#### [Your task]
Comb the records below for the string "anchor" and copy each line where it turns up.

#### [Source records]
== Segment start ==
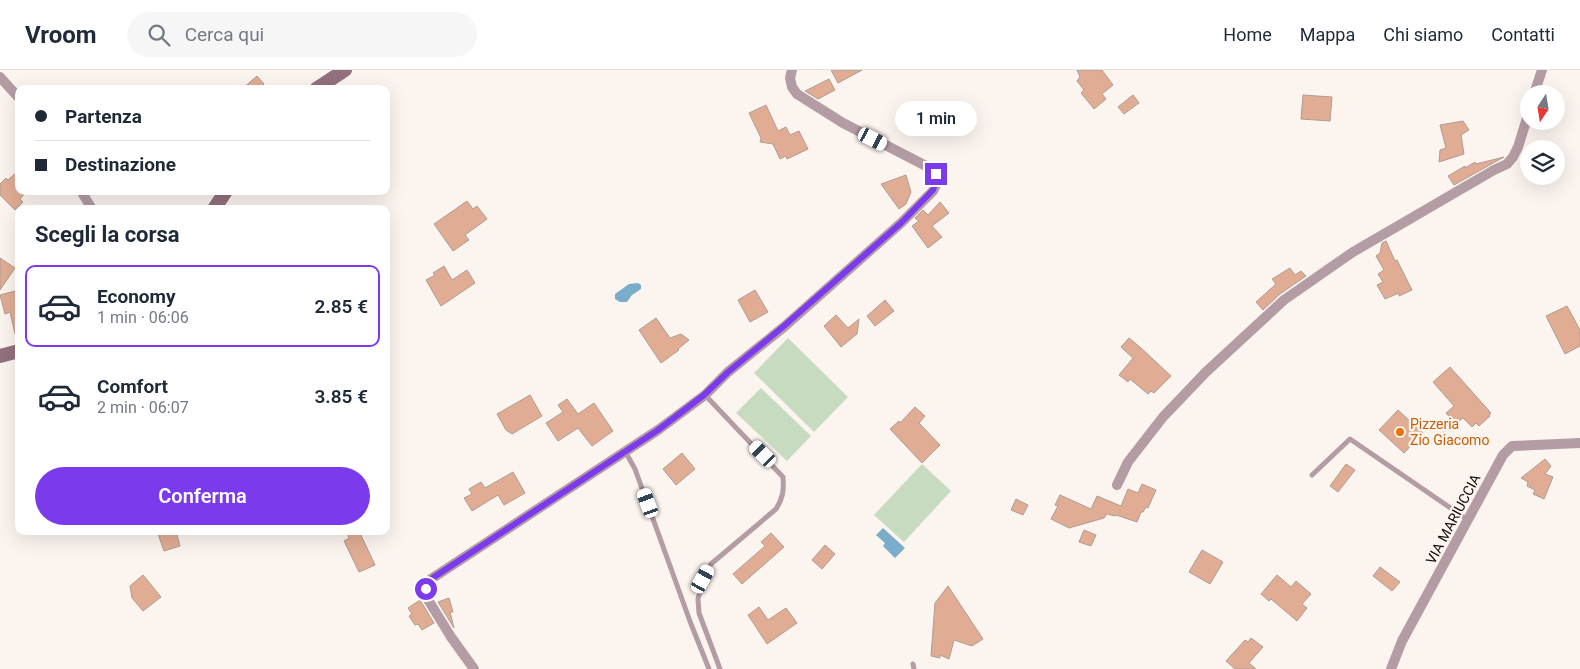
<!DOCTYPE html>
<html lang="it">
<meta charset="utf-8">
<style>
:root{--surface:#fff;--page:#f6f6f7;--text:#1f2937;--muted:#747a83;--line:#e0e1e3;--accent:#7c3aed}
body{margin:0;font-family:Roboto,sans-serif;background:var(--page);color:var(--text);height:100vh;display:flex;flex-direction:column;font-size:19px;white-space:nowrap}
*{box-sizing:border-box;margin:0}
p{font-size:16px;color:var(--muted)}
.icon{flex:none;width:28px;height:28px;fill:none;stroke:currentColor;stroke-width:2;stroke-linecap:round;stroke-linejoin:round}
.map{position:relative;flex:1;overflow:hidden}
.details{position:absolute;left:15px;top:135px;width:375px;height:330px;display:flex;flex-direction:column;background:var(--surface);border-radius:10px;box-shadow:0 5px 20px #0002}
.details>*{flex:none}
.banner{position:absolute;left:15px;top:15px;width:375px;height:110px;border-radius:10px;box-shadow:0 5px 20px #0002;display:grid;align-content:center;height:110px;padding:0 20px;background:var(--surface)}
.needle{width:32px;rotate:192deg}
.fabs{position:absolute;left:1520px;top:15px;display:grid;gap:10px}
.fabs a{display:grid;place-items:center;width:45px;height:45px;border-radius:50%;background:var(--surface);box-shadow:0 5px 20px #0002;font-size:25px}
.end{position:absolute;width:22px;height:22px;margin:-11px;border:6px solid #7c3aed;background:#fff;box-shadow:0 0 0 2px #fff}
.from{border-radius:50%}
.bubble{position:absolute;height:35px;border-radius:18px;background:var(--surface);box-shadow:0 5px 20px #0002;font-size:16px;font-weight:600;line-height:35px;text-align:center}
.car{position:absolute;width:15px;height:30px;margin:-15px -8px;border-radius:6px;box-shadow:0 0 4px 1px #0007;background:linear-gradient(#fff 24%,#345 0 40%,#fff 0 76%,#345 0 86%,#fff 0)}
.banner b{display:flex;align-items:center;gap:18px;height:48px;font-size:19px}
.banner b+b{border-top:1px solid var(--line)}
.banner i{width:12px;height:12px;background:var(--text)}
ul{padding:0;list-style:none}
li{display:flex;align-items:center;gap:15px;height:82px;margin:0 10px 8px;padding:0 10px;border:2px solid transparent;border-radius:10px}
li div{flex:1}
li b{display:block;font-size:19px}
li em{font-style:normal;font-weight:600}
li.current{border-color:var(--accent)}
li>.icon{width:45px;height:45px;stroke-width:1.5}
h2{padding:0 20px;font-size:22px;line-height:60px}
.primary-button{display:flex;gap:10px;margin-top:auto;padding:10px 20px}
.primary-button a{flex:1;height:58px;border-radius:30px;background:var(--accent);color:#fff;font-size:20px;font-weight:600;line-height:58px;text-align:center}
header{display:flex;align-items:center;gap:30px;box-sizing:border-box;height:70px;padding:0 25px;background:var(--surface);border-bottom:1px solid var(--line)}
header strong{font-size:24px}
nav{display:flex;gap:28px;margin-inline-start:auto;font-size:18px}
.search{width:350px;height:45px;background:var(--page);display:flex;align-items:center;gap:12px;box-sizing:border-box;padding:0 18px;border-radius:28px;color:var(--muted);font-size:19px}
.map>svg:first-child{display:block}
.green{fill:#c6dbbf}
.water{fill:#79adca}
.building{fill:#e0ad94;stroke:#b09c92}
.lines{fill:none;stroke-linecap:round;stroke-linejoin:round}
.service{stroke:#b49ca4;stroke-width:5}
.minor{stroke:#b49ca4;stroke-width:10}
.secondary{stroke:#93717e;stroke-width:14}
.route{stroke:#7c3aed;stroke-width:6}
.food-dot{fill:#e8710a;stroke:#fcf4ef;stroke-width:2}
.labels{text-anchor:middle;dominant-baseline:central;stroke-width:4.5;stroke-linejoin:round;paint-order:stroke}
.food-label{font-size:14px;fill:#c56008;stroke:#fcf4ef;text-anchor:start}
.street-label{font-size:14px;fill:#120b08;stroke:#fcf4ef}
</style>
<header>
<strong>Vroom</strong>
<div class="search"><svg class="icon" aria-label="search" viewBox="0 0 24 24"><circle cx="10" cy="10" r="6"/><path d="M15 15l6 6"/></svg>Cerca qui</div>
<nav><a>Home</a><a>Mappa</a><a>Chi siamo</a><a>Contatti</a></nav>
</header>
<div class="map">
<svg width="1580" height="599" viewBox="0 0 1580 599">
<rect width="100%" height="100%" fill="#fcf4ef"/>
<g class="green">
<polygon points="788,268 848,327 814,362 754,303"/>
<polygon points="761,318 811,366 787,391 736,343"/>
<polygon points="922,394 951,421 904,472 874,445"/>
</g>
<g class="water">
<polygon points="638,213 641,215 641,219 632,225 627,232 620,232 615,229 615,224 629,214"/>
<polygon points="883,458 905,478 895,488 883,476 885,473 876,465"/>
</g>
<g class="building">
<polygon points="831,0 862,0 838,13"/>
<polygon points="1077,0 1102,0 1113,15 1102,24 1106,29 1094,39 1081,23 1084,20 1077,11 1080,7"/>
<polygon points="257,6 264,14 258,19 242,19"/>
<polygon points="829,9 835,20 818,29 805,21"/>
<polygon points="1133,25 1139,33 1124,44 1118,37"/>
<polygon points="1303,25 1332,27 1330,51 1301,49"/>
<polygon points="766,35 778,61 786,57 790,65 799,61 808,79 787,89 786,86 780,89 773,74 760,72 761,68 749,43"/>
<polygon points="1463,51 1469,60 1461,65 1464,84 1439,92 1440,80 1446,78 1440,55"/>
<polygon points="1504,87 1454,115 1448,106 1465,96 1465,98 1475,92 1476,94"/>
<polygon points="19,100 19,121 27,121 20,129 23,132 15,140 0,125 0,114 6,108 8,110"/>
<polygon points="906,105 911,122 906,134 899,139 881,114"/>
<polygon points="467,131 473,139 477,136 487,149 465,165 469,170 453,181 434,154"/>
<polygon points="940,132 949,143 932,156 942,167 928,178 912,156 919,151 915,148 923,140 928,145"/>
<polygon points="1386,171 1395,191 1397,190 1412,220 1399,226 1399,223 1385,229 1377,215 1383,212 1378,204 1384,200 1376,186 1380,183 1382,173"/>
<polygon points="0,188 15,198 0,220"/>
<polygon points="444,196 452,210 467,200 475,213 441,236 426,210 435,205 433,203"/>
<polygon points="1290,198 1295,205 1301,201 1306,206 1280,224 1263,240 1256,232 1276,214 1272,209"/>
<polygon points="19,220 19,264 15,264 10,242 5,244 0,225"/>
<polygon points="755,220 768,242 750,252 738,230"/>
<polygon points="885,230 894,241 875,256 867,246"/>
<polygon points="1567,236 1580,260 1580,276 1565,284 1546,246"/>
<polygon points="836,245 848,258 859,249 857,264 841,277 824,256"/>
<polygon points="656,248 670,268 681,264 689,270 678,279 679,280 661,293 639,260"/>
<polygon points="1129,268 1141,278 1171,306 1154,323 1151,321 1148,324 1130,309 1128,312 1119,305 1133,288 1121,277"/>
<polygon points="1450,297 1491,343 1489,344 1490,346 1479,356 1476,353 1472,357 1463,348 1456,354 1446,343 1454,336 1433,312"/>
<polygon points="530,325 542,346 512,364 506,360 497,344"/>
<polygon points="567,329 578,344 594,333 613,361 592,376 578,358 558,371 546,353 563,342 558,335"/>
<polygon points="915,337 925,346 919,353 940,375 922,393 890,359 899,351 900,353"/>
<polygon points="1398,340 1423,363 1404,383 1379,360"/>
<polygon points="682,383 695,399 676,415 663,399"/>
<polygon points="1545,389 1551,396 1545,404 1553,407 1544,429 1533,424 1535,420 1527,416 1528,412 1521,408"/>
<polygon points="1346,394 1355,400 1338,422 1330,416"/>
<polygon points="513,402 525,423 504,435 498,425 472,441 464,428 472,424 469,419 481,412 485,418"/>
<polygon points="1142,414 1156,420 1148,438 1146,437 1143,442 1141,442 1137,452 1116,445 1115,446 1107,444 1104,448 1069,458 1051,449 1058,436 1055,435 1060,425 1091,439 1097,426 1121,436 1128,419 1138,423"/>
<polygon points="1016,429 1028,435 1023,445 1011,440"/>
<polygon points="1084,460 1096,465 1091,476 1079,472"/>
<polygon points="165,461 176,461 180,476 164,481 158,464"/>
<polygon points="346,461 359,461 375,495 359,502 344,471 349,468"/>
<polygon points="771,463 784,477 742,514 733,504 765,476 761,472"/>
<polygon points="825,475 835,484 822,499 812,490"/>
<polygon points="1202,480 1223,492 1210,514 1189,502"/>
<polygon points="1380,497 1400,512 1392,521 1373,506"/>
<polygon points="143,505 161,527 143,541 132,528 130,516"/>
<polygon points="1277,505 1291,517 1296,511 1311,524 1302,534 1307,538 1297,551 1271,529 1269,531 1261,524"/>
<polygon points="948,516 983,569 972,576 954,570 949,589 940,585 940,588 931,586 935,533"/>
<polygon points="449,528 453,542 450,542 454,558 438,532"/>
<polygon points="420,530 434,553 422,560 418,554 415,555 409,546 412,544 408,538"/>
<polygon points="759,537 768,550 786,538 797,553 767,574 748,545"/>
<polygon points="1251,568 1263,577 1249,593 1256,599 1235,599 1226,591 1245,570 1248,572"/>
</g>
<g class="lines">
<g class="service">
<path d="M705,325L783,407C784,420 783,428 776,439L711,494L703,509L698,529L699,543L720,599"/>
<polyline points="625,381 635,399 691,554 709,599"/>
<polyline points="1312,405 1350,369 1468,450"/>
<polyline points="913,594 914,599"/>
</g>
<g class="minor">
<polyline points="0,7 19,28"/>
<polyline points="1534,24 1542,0"/>
<polyline points="81,121 92,139"/>
<polyline points="1117,415 1128,392 1163,347 1206,302 1284,230 1353,182 1494,100 1507,94 1513,87 1518,77 1529,42"/>
<polyline points="474,599 451,567 427,528 426,519 428,511 658,360 705,325 728,302 785,256 901,153 933,121 937,113 936,104 928,97 843,53 797,24 792,17 790,8 792,0"/>
<polyline points="1391,599 1402,571 1503,385 1512,376 1580,373"/>
</g>
<g class="secondary">
<polyline points="316,19 345,0"/>
<polyline points="214,139 226,121"/>
<polyline points="0,286 19,281"/>
</g>
</g>
<g class="lines">
<polyline class="route" points="426,519 428,511 658,360 704,325 728,302 784,256 901,153 933,120 936,112 936,104"/>
</g>
<circle class="food-dot" cx="1400" cy="362" r="5"/>
<g class="labels">
<g class="food-label">
<text x="1410" y="354">Pizzeria<tspan x="1410" dy="16">Zio Giacomo</tspan></text>
</g>
<g class="street-label">
<text transform="translate(1453 449) rotate(-62)">VIA MARIUCCIA</text>
</g>
</g>
</svg>
<div class="fabs">
<a><svg class="needle" viewBox="-14 -14 28 28"><path d="M0-13l5 13h-10z" fill="#e53935"/><path d="M0 13l5-13h-10z" fill="#747a83"/></svg></a>
<a><svg class="icon" aria-label="layers" viewBox="0 0 24 24"><path d="M12 4l9 5-9 5-9-5zM3 14l9 5 9-5"/></svg></a>
</div>
<i class="end from" style="left:426px;top:519px"></i>
<i class="end" style="left:936px;top:104px"></i>
<div class="bubble" style="left:895px;top:31px;width:82px">1 min</div>
<i class="car" style="left:873px;top:69px;rotate:117deg"></i>
<i class="car" style="left:763px;top:384px;rotate:315deg"></i>
<i class="car" style="left:648px;top:433px;rotate:340deg"></i>
<i class="car" style="left:703px;top:509px;rotate:29deg"></i>
<div class="banner">
<b><i class="from"></i>Partenza</b>
<b><i></i>Destinazione</b>
</div>
<section class="details">
<h2>Scegli la corsa</h2>
<ul>
<li class="current"><svg class="icon" aria-label="car" viewBox="0 0 24 24"><path d="M5 17H2v-5l4-1 3-4h7l3 4 3 1v5h-3M9 17h6M6 11h13"/><circle cx="7" cy="17" r="2"/><circle cx="17" cy="17" r="2"/></svg><div><b>Economy</b><p>1 min · 06:06</p></div><em>2.85 €</em></li>
<li><svg class="icon" aria-label="car" viewBox="0 0 24 24"><path d="M5 17H2v-5l4-1 3-4h7l3 4 3 1v5h-3M9 17h6M6 11h13"/><circle cx="7" cy="17" r="2"/><circle cx="17" cy="17" r="2"/></svg><div><b>Comfort</b><p>2 min · 06:07</p></div><em>3.85 €</em></li>
</ul>
<div class="primary-button"><a>Conferma</a></div>
</section>
</div>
== Segment end ==
#### [Answer below]
.labels{text-anchor:middle;dominant-baseline:central;stroke-width:4.5;stroke-linejoin:round;paint-order:stroke}
.food-label{font-size:14px;fill:#c56008;stroke:#fcf4ef;text-anchor:start}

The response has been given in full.